During his career which began in 1992, Ruiz has truly experienced the benefits of fighting on television as a world championship caliber fighter to taking heat from bad losses.

If anyone knows about restructuring their career from a bad loss it is Ruiz In March 1996, Ruiz, during HBO “Night of the Young Heavyweights” showcase, was knocked out in 19 seconds of the first round by David Tua. Ruiz was thought to have never been seen again.
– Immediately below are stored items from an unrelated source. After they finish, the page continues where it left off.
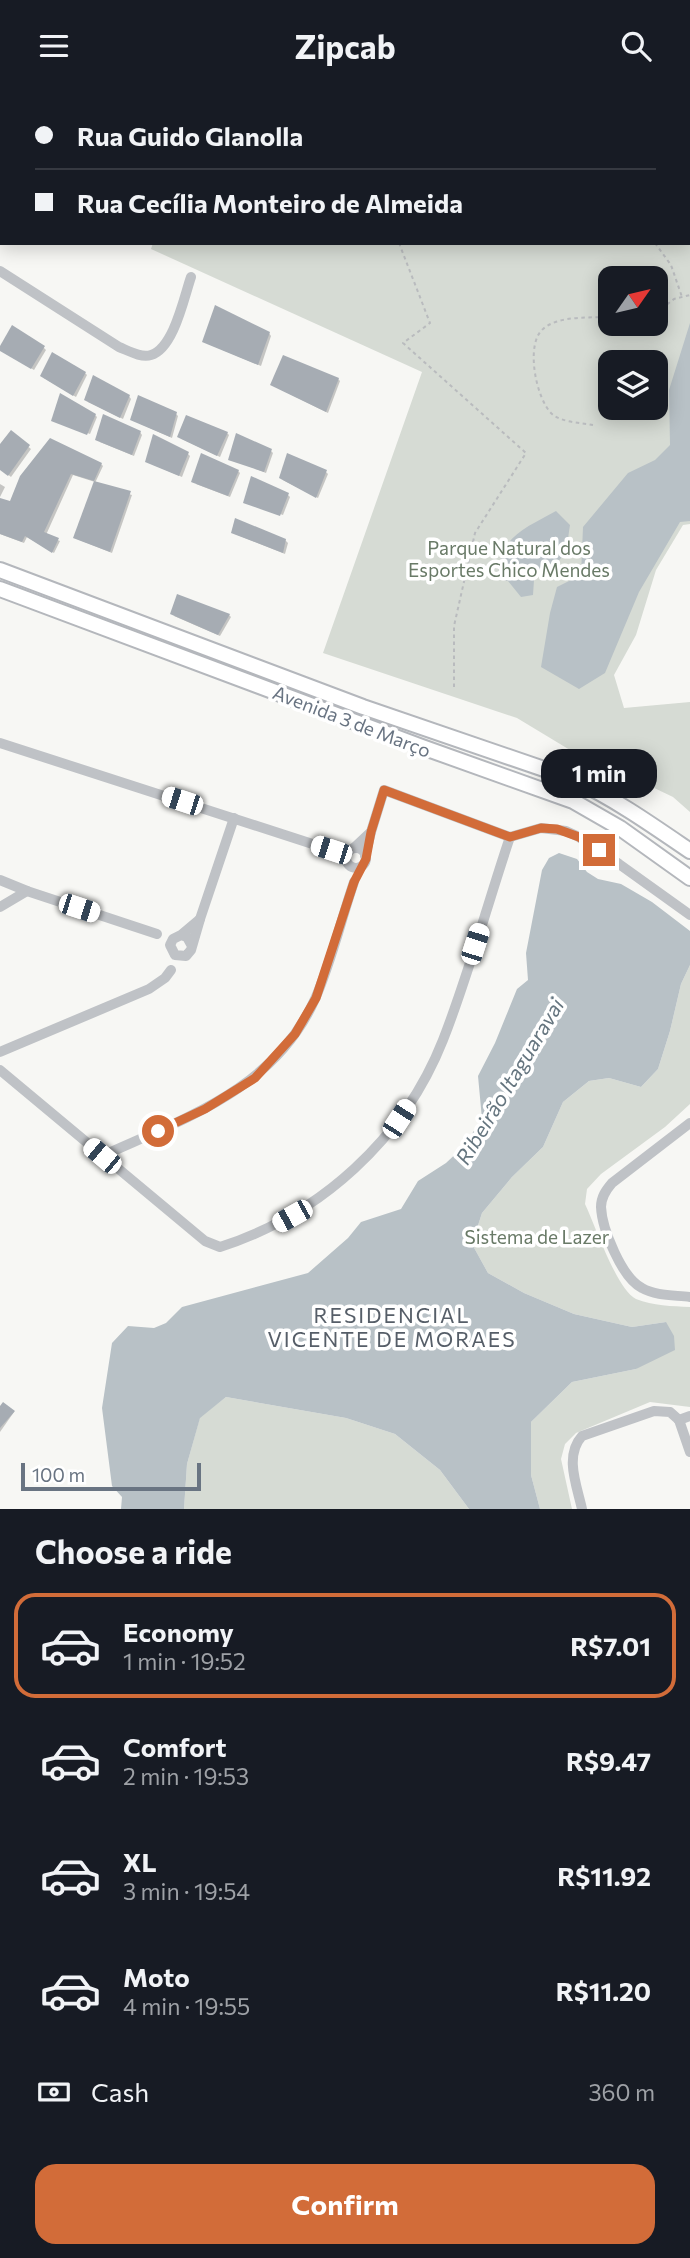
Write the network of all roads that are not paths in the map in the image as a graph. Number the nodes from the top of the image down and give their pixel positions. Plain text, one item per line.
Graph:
1 (0, 271) edge
2 (191, 277) dead end
3 (0, 570) edge
4 (0, 589) edge
5 (0, 743) edge
6 (234, 818) junction
7 (371, 832) junction
8 (510, 837) junction
9 (353, 848) junction
10 (331, 850) junction
11 (690, 851) edge
12 (364, 861) junction
13 (347, 863) junction
14 (690, 878) edge
15 (0, 881) edge
16 (354, 882) junction
17 (27, 891) junction
18 (0, 907) edge
19 (690, 915) edge
20 (200, 919) junction
21 (157, 934) junction
22 (180, 935) junction
23 (170, 947) junction
24 (189, 951) junction
25 (171, 970) junction
26 (0, 1052) edge
27 (0, 1070) edge
28 (690, 1123) edge
29 (102, 1156) junction
30 (690, 1297) edge
31 (690, 1416) edge
32 (679, 1420) junction
33 (690, 1453) edge
34 (582, 1509) edge

1 - 2 street
3 - 11 main road, Avenida 3 de Março
4 - 14 main road, Avenida 3 de Março
5 - 6 street
6 - 10 street
6 - 20 street
7 - 8 street
7 - 9 street
7 - 12 street
8 - 19 street
8 - 29 street
9 - 10 street
9 - 12 street
9 - 13 street
10 - 13 street
12 - 13 street
12 - 16 street
13 - 16 street
15 - 17 street
15 - 18 street
16 - 29 street
17 - 18 street
17 - 21 street
20 - 22 street
20 - 24 street
21 - 22 street
21 - 23 street
22 - 23 street
22 - 24 street
23 - 24 street
23 - 25 street
24 - 25 street
25 - 26 street
27 - 29 street
28 - 30 street
31 - 32 street
32 - 33 street
32 - 34 street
Four years following the Tua massacre, Ruiz went on a tear of his own. Ruiz won 11 consecutive bouts to position himself as the No. 1-ranked heavyweight title contender. In August 2000, Ruiz challenged Holyfield and lost a disputed 12-round decision.

Eventually, Ruiz would unseat Holyfield of the WBA title in March 2001 and would battle Evander once more in that same year to a closely contested draw after 12 rounds.

Ruiz has fought the best: Roy Jones, Jr., James Toney, Hasim Rahman, 7′ 3,”325-pound Nikolai Valuev, Ruslan Chagaev,Fres Oquendo, Kirk Johnson, and foul-Pole, Andrew Golota.

Ruiz’ career ended last November after a failed bid to regain the WBA heavyweight championship from David Haye (TKO by 9).

For more information about the “Quietman Sports Gym” or “Quietman Sports” consulting, log onto to www.JohnTheQuietmanRuiz.com and click on JQR.com.

Klitschko-Haye on July 2, HBO will televise

The world heavyweight championship unification bout between unified IBF/WBO heavyweight champion Wladimir Klitschko (55-3, 49 KOs) and WBA titlist David Haye (25-1, 23 KOs) will commence from Imtech Arena in Hamburg, Germany on Saturday, July 2. HBO will be one of 150 countries televising the bout live beginning at 4:45 PM and on tape-delay beginning at 10 PM.

Klitschko-Haye will serve as the first heavyweight unification bout since February 2008 when Klitschko outpointed Sultan Ibragimov to unify the IBF/WBO belts at Madison Square Garden, New York City.

The clash between the titanic 6′ 7,” 245-pound Klitschko and the much smaller Haye has been the talk within boxing circles for at least two years. There is a general dislike between the Ukrainian star champion and his English counterpart. Haye once depicted t-shirts of himself holding severed heads of both Wladimir and Vitali Klitschko. Haye has chastised the Klitschko’s saying they are “boring” and have “killed boxing.” Wladimir once promised to give Haye a “pizza face.”

Klitschko-Haye should be a very intriguing fight. It’s a dangerous fight for both fighters, as they have a ton of power and can hit very hard.

It will be very interesting to see whether Haye along with trainer/manager Adam Booth can devise a game-plan that will allow them to surpass the lengthy left jab and powerful right hand of Klitschko. Haye is fast, but Wladimir is fast too for a heavyweight. Wladimir is also effective when he is applying relentless pressure he way he did against Eddie Chambers, Tonnny Thompson, Hasim Rahman, and Samuel Peter in recent fights. Wladimir should win, but Haye definitely has a punchers’ chance because of his quick hands, accuracy, and power.